| Requirement |
Repeat the records. Each line must match exactly.

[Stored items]
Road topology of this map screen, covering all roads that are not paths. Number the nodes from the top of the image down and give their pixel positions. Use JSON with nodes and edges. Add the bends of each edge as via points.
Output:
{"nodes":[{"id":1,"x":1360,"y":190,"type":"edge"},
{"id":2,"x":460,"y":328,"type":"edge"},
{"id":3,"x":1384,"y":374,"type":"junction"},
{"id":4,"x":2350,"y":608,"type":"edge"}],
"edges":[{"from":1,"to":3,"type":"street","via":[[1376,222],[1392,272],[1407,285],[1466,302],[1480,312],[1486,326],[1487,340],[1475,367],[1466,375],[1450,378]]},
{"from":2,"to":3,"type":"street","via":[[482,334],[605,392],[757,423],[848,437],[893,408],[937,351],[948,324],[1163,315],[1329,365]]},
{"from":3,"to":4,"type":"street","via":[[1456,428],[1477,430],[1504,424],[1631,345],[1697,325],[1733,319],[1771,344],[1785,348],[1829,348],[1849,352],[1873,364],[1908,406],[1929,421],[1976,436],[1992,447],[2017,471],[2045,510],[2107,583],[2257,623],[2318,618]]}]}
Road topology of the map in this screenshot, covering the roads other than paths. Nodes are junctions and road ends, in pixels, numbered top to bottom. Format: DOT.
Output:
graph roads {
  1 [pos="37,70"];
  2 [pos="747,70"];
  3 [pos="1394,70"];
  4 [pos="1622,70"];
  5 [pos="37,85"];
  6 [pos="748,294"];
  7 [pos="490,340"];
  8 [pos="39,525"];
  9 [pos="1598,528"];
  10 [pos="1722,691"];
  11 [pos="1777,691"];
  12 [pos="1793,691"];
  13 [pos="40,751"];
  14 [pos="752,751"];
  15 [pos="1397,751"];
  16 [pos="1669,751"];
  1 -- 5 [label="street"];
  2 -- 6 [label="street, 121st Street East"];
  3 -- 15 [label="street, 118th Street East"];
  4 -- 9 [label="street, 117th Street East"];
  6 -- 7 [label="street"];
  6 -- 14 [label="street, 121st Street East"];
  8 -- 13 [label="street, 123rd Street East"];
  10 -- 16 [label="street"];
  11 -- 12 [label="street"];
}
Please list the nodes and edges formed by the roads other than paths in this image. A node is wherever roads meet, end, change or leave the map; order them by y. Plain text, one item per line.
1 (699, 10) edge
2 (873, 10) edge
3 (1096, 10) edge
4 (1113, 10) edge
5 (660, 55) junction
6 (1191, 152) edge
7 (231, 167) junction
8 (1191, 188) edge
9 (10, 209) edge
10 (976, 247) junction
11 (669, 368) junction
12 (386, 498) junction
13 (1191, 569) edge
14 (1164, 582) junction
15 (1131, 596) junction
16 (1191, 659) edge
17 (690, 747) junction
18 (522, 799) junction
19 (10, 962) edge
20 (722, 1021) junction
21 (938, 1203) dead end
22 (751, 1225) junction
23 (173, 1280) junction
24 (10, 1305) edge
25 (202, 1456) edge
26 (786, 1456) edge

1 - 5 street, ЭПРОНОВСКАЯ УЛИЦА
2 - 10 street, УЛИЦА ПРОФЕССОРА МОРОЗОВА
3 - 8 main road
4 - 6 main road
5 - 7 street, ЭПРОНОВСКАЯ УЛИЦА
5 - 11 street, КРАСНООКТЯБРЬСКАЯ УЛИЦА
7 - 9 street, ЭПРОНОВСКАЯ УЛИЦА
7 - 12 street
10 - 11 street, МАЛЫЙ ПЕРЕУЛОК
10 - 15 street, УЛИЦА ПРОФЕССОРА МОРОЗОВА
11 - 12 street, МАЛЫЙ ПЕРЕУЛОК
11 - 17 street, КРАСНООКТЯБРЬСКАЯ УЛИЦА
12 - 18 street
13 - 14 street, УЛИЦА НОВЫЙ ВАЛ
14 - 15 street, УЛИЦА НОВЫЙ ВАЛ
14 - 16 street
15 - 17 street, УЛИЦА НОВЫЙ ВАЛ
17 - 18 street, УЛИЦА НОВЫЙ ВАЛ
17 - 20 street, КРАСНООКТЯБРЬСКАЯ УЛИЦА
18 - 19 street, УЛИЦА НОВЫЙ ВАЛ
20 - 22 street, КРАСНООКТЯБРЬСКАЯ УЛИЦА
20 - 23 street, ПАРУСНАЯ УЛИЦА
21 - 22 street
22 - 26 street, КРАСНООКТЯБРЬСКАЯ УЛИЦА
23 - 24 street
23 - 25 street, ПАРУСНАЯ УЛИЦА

| Answer |
Road topology of this map screen, covering all roads that are not paths. Number the nodes from the top of the image down and give their pixel positions. Use JSON with nodes and edges. Add the bends of each edge as via points.
Output:
{"nodes":[{"id":1,"x":1360,"y":190,"type":"edge"},
{"id":2,"x":460,"y":328,"type":"edge"},
{"id":3,"x":1384,"y":374,"type":"junction"},
{"id":4,"x":2350,"y":608,"type":"edge"}],
"edges":[{"from":1,"to":3,"type":"street","via":[[1376,222],[1392,272],[1407,285],[1466,302],[1480,312],[1486,326],[1487,340],[1475,367],[1466,375],[1450,378]]},
{"from":2,"to":3,"type":"street","via":[[482,334],[605,392],[757,423],[848,437],[893,408],[937,351],[948,324],[1163,315],[1329,365]]},
{"from":3,"to":4,"type":"street","via":[[1456,428],[1477,430],[1504,424],[1631,345],[1697,325],[1733,319],[1771,344],[1785,348],[1829,348],[1849,352],[1873,364],[1908,406],[1929,421],[1976,436],[1992,447],[2017,471],[2045,510],[2107,583],[2257,623],[2318,618]]}]}
Road topology of the map in this screenshot, covering the roads other than paths. Nodes are junctions and road ends, in pixels, numbered top to bottom. Format: DOT.
Output:
graph roads {
  1 [pos="37,70"];
  2 [pos="747,70"];
  3 [pos="1394,70"];
  4 [pos="1622,70"];
  5 [pos="37,85"];
  6 [pos="748,294"];
  7 [pos="490,340"];
  8 [pos="39,525"];
  9 [pos="1598,528"];
  10 [pos="1722,691"];
  11 [pos="1777,691"];
  12 [pos="1793,691"];
  13 [pos="40,751"];
  14 [pos="752,751"];
  15 [pos="1397,751"];
  16 [pos="1669,751"];
  1 -- 5 [label="street"];
  2 -- 6 [label="street, 121st Street East"];
  3 -- 15 [label="street, 118th Street East"];
  4 -- 9 [label="street, 117th Street East"];
  6 -- 7 [label="street"];
  6 -- 14 [label="street, 121st Street East"];
  8 -- 13 [label="street, 123rd Street East"];
  10 -- 16 [label="street"];
  11 -- 12 [label="street"];
}
Please list the nodes and edges formed by the roads other than paths in this image. A node is wherever roads meet, end, change or leave the map; order them by y. Plain text, one item per line.
1 (699, 10) edge
2 (873, 10) edge
3 (1096, 10) edge
4 (1113, 10) edge
5 (660, 55) junction
6 (1191, 152) edge
7 (231, 167) junction
8 (1191, 188) edge
9 (10, 209) edge
10 (976, 247) junction
11 (669, 368) junction
12 (386, 498) junction
13 (1191, 569) edge
14 (1164, 582) junction
15 (1131, 596) junction
16 (1191, 659) edge
17 (690, 747) junction
18 (522, 799) junction
19 (10, 962) edge
20 (722, 1021) junction
21 (938, 1203) dead end
22 (751, 1225) junction
23 (173, 1280) junction
24 (10, 1305) edge
25 (202, 1456) edge
26 (786, 1456) edge

1 - 5 street, ЭПРОНОВСКАЯ УЛИЦА
2 - 10 street, УЛИЦА ПРОФЕССОРА МОРОЗОВА
3 - 8 main road
4 - 6 main road
5 - 7 street, ЭПРОНОВСКАЯ УЛИЦА
5 - 11 street, КРАСНООКТЯБРЬСКАЯ УЛИЦА
7 - 9 street, ЭПРОНОВСКАЯ УЛИЦА
7 - 12 street
10 - 11 street, МАЛЫЙ ПЕРЕУЛОК
10 - 15 street, УЛИЦА ПРОФЕССОРА МОРОЗОВА
11 - 12 street, МАЛЫЙ ПЕРЕУЛОК
11 - 17 street, КРАСНООКТЯБРЬСКАЯ УЛИЦА
12 - 18 street
13 - 14 street, УЛИЦА НОВЫЙ ВАЛ
14 - 15 street, УЛИЦА НОВЫЙ ВАЛ
14 - 16 street
15 - 17 street, УЛИЦА НОВЫЙ ВАЛ
17 - 18 street, УЛИЦА НОВЫЙ ВАЛ
17 - 20 street, КРАСНООКТЯБРЬСКАЯ УЛИЦА
18 - 19 street, УЛИЦА НОВЫЙ ВАЛ
20 - 22 street, КРАСНООКТЯБРЬСКАЯ УЛИЦА
20 - 23 street, ПАРУСНАЯ УЛИЦА
21 - 22 street
22 - 26 street, КРАСНООКТЯБРЬСКАЯ УЛИЦА
23 - 24 street
23 - 25 street, ПАРУСНАЯ УЛИЦА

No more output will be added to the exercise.